The internship was really an amazing opportunity. All I had to do was set up free screenings for upcoming films and coordinate promotions with area radio stations. I could go on and on about all the things I learned about promotion from Paramount Pictures, but there was a bigger lesson to be learned than the marketing specifics. Alan, my contact (and later, my mentor) at Paramount Pictures taught me something that would forever change my life—and I want to share it with you.
The minute I met Alan I knew we were going to get along great. He LOVED marketing—and not just for films, but everything. He was also able to come up with a dozen ways to promote anything, anywhere, at any time. He would come visit me at my surf shop and walk around and throw out ideas left and right. I followed him with a note pad and implemented as many of his ideas as I could—and they all worked. One day I asked him, “How do you do it?” He looked at me and said, “Do what?” I told him, “Just pull these amazing sales and marketing ideas out of thin air?” Then he told me how he did it.
Alan paid attention to everything hawked on television, radio, billboards, print ads—everything. He took mental notes when something was working—and spun it to use for his own campaigns. He'd been doing that since he was a teen and he picked up marketing ideas that worked for everything. Of course I asked him, “Well, what are they?” This was what he told me. “People buy benefits. Turn everything around to be about them. Tell them why they should buy it—what's in it for them if they do buy. Don't make them guess. Don't make them wait. Connect the dots between what you are offering and what they want and need.” He went on to say, “People are busy, lazy, and not that bright. So, keep it simple and make it easy for them to understand and act on your offer—tell them what to do, how to do it, and make it seem urgent.”
I have used Alan's principles to perfection. I also became a student of advertising and promotion. I pay close attention to commercials. I study what my competitors do to market themselves. I read everything I can about this area of business because it's that important. However, it never dawned on me that 20 years later my very own intern would say to me, “Lee, how do you do it. How are able to rattle off clever and cost-effective promotional ideas so easily?” I then told her about Paramount Pictures and Alan.
Lee Silber is the author of Self-Promotion for the Creative Person, Time Management for the Creative Person, and many other books. Read more about him at LeeSilber.com.
6 thoughts on “Self-Promotion: It’s All In Your Head”
I read your (Lee’s) book on self promotion for creative people. The one thing I’m stuck on is the subject of this post. What’s the benefit of a company using my illustrations as opposed to all the other equally good (not to mention better) illustrators out there? I really can’t get past this.
The sad thing is, I know all this I just can’t do it. It is perhaps related to the fact that commercials never work on me. I remain skeptical until (and unless) I see actual verifiable results. Like Laura in the post above me, what is the benefit of someone buying my art over another artist? Especially given that no matter how good my art its appeal, like all art, is subjective.

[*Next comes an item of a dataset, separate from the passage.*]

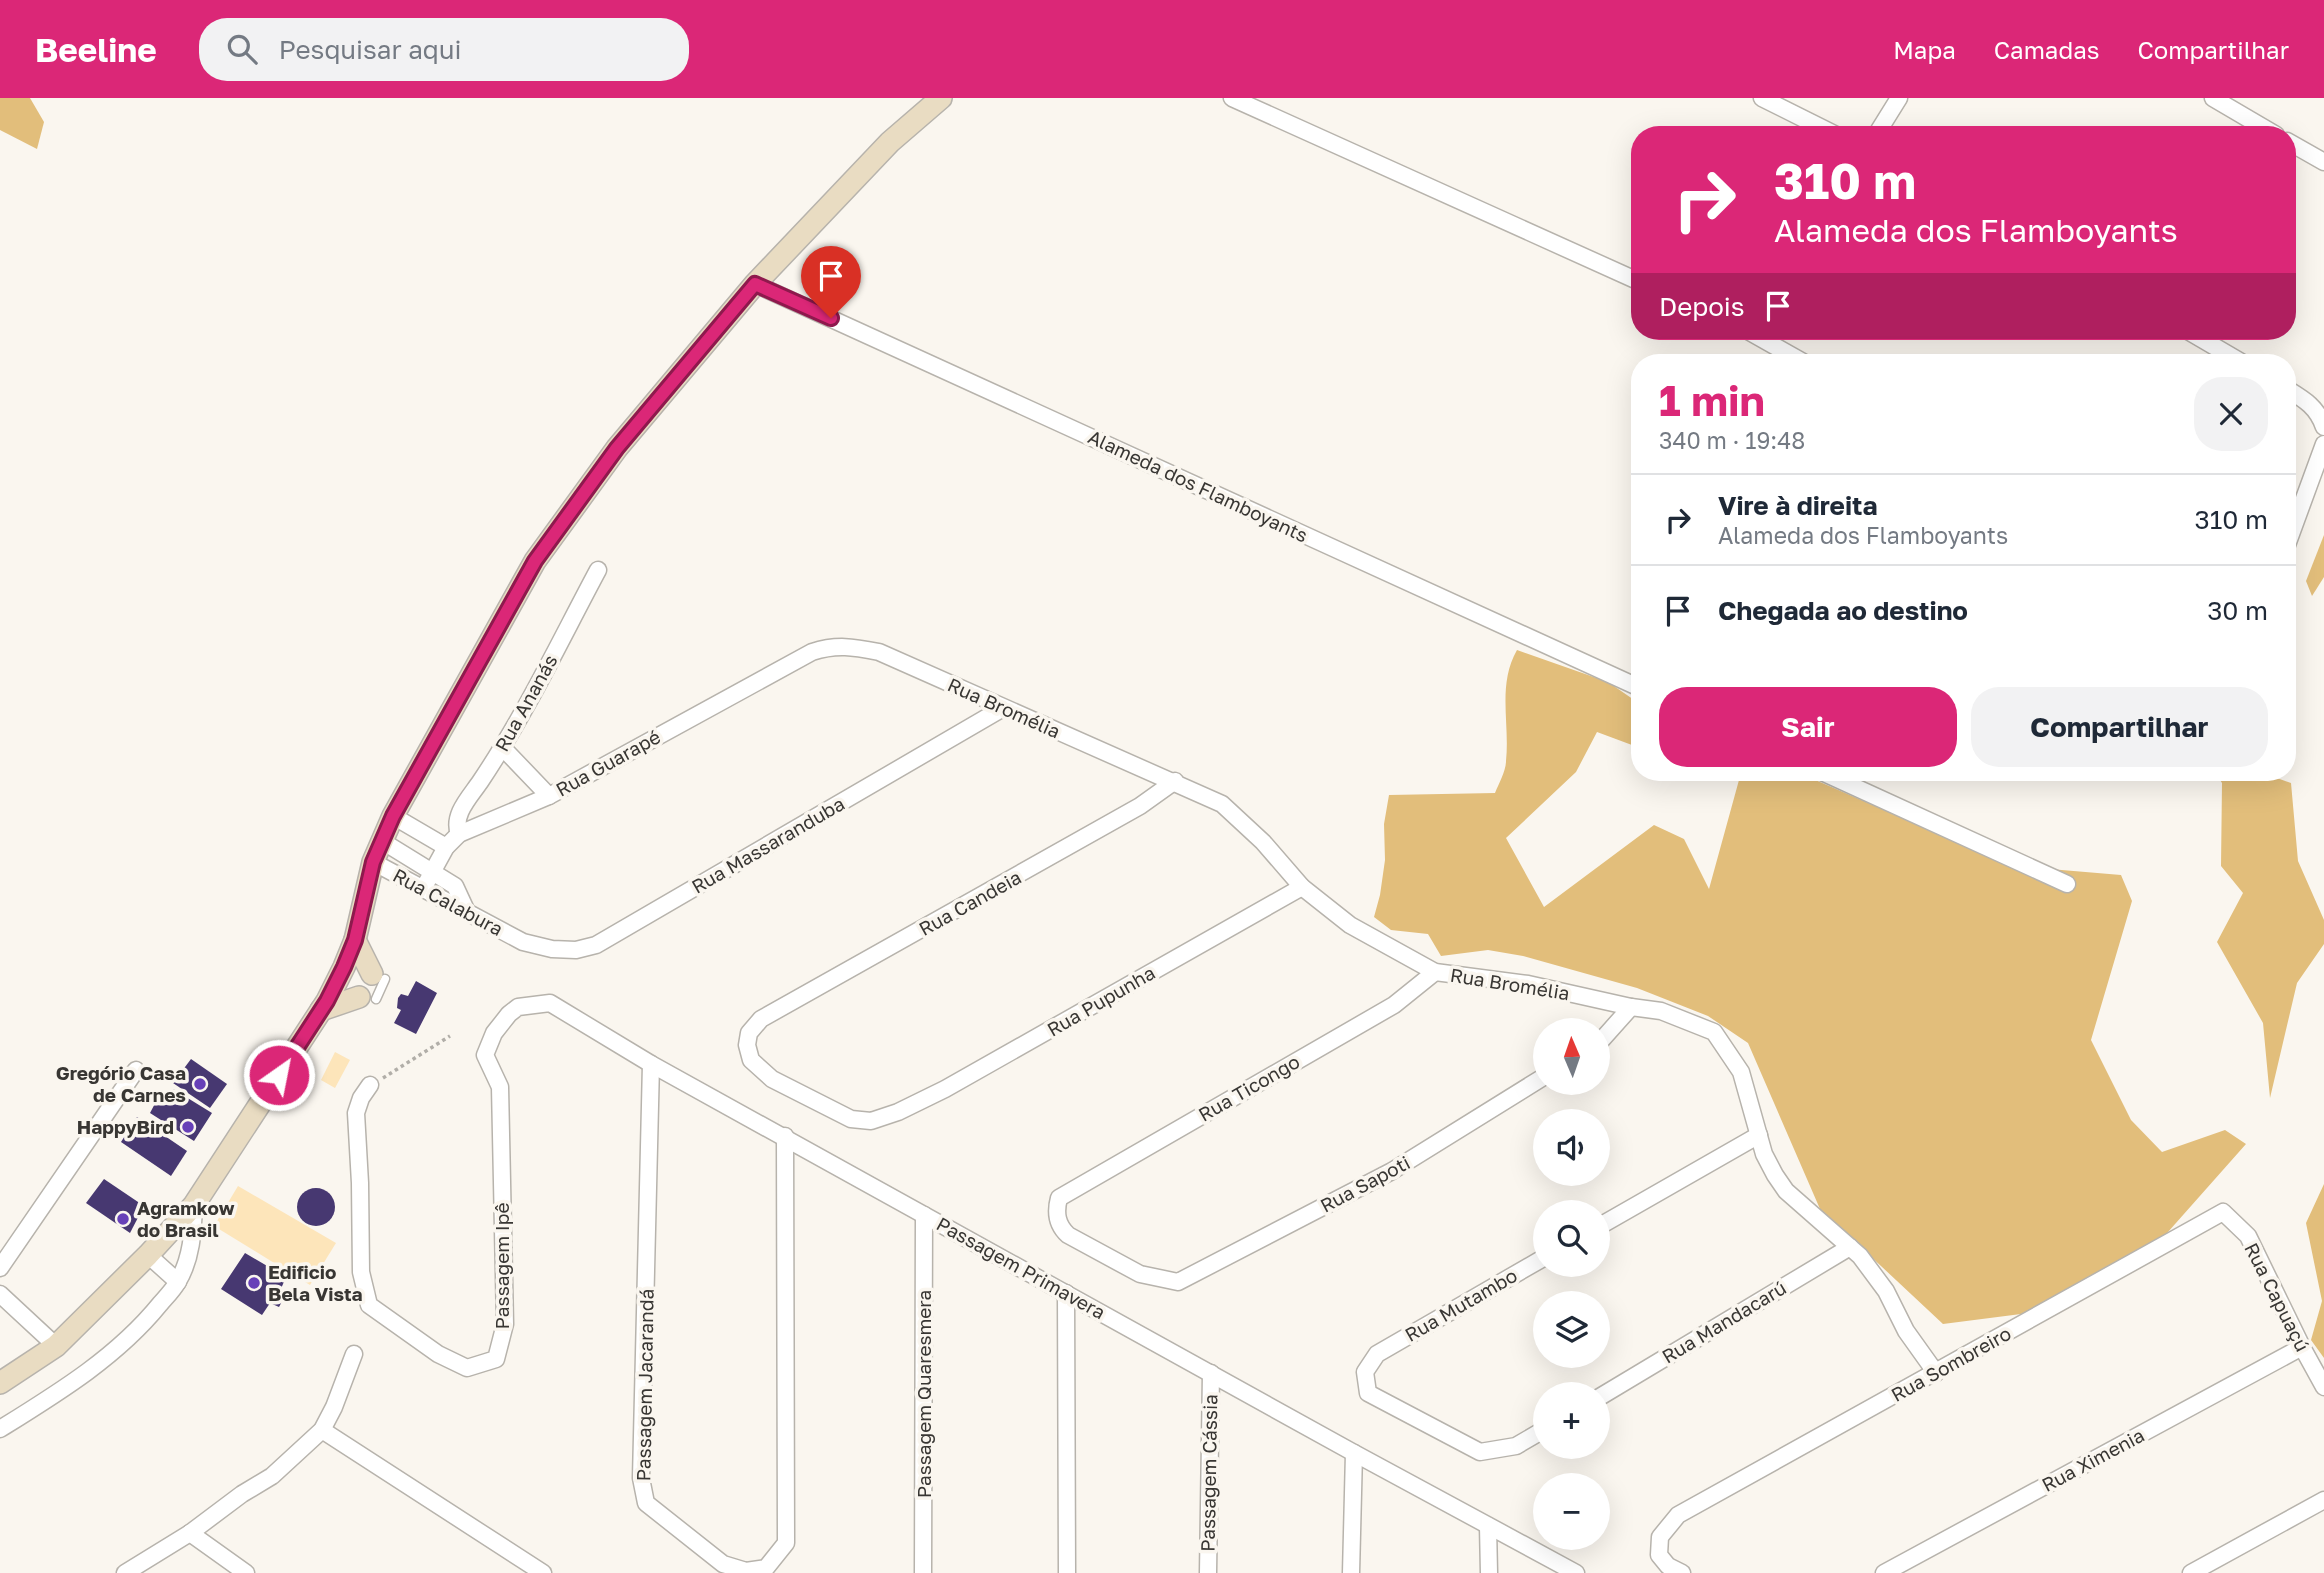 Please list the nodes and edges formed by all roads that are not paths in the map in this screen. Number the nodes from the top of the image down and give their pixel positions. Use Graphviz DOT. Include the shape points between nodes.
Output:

Trying to sell my art to someone by convincing them “what’s in it for them” is too fake for me. I’m like Patricia, I just can’t do it. I have to be real and honest about my work.
Wow, those are great words of advice from Lee. thanks.
I’m new (less than a year) to all this self promoting. It has been a step learning curve. But it deffinately became easier when I decided, that instead of almost apologizing, that I should be present my work proudly. That it is great and positive to give people a chance to see my work. By changing my focal point for self promoting, it has become so much more fun. I am proud of my work and I want to share it with others 🙂
Scandinavian Textile Art, Unique Handmade Supplies
I loved this post! The point of making people aware of how they would benefit from owning my creations really resonated with me. Reading this was like finding a missing puzzle piece for me: I often hear from people about how viewing my art makes them feel good and I just realized that what I’ve been hearing is precisely my selling point! So the more I listen to my fans and buyers, the more I understand what I have to offer the world through my art, beyond just aesthetic enjoyment! Thank you Lee!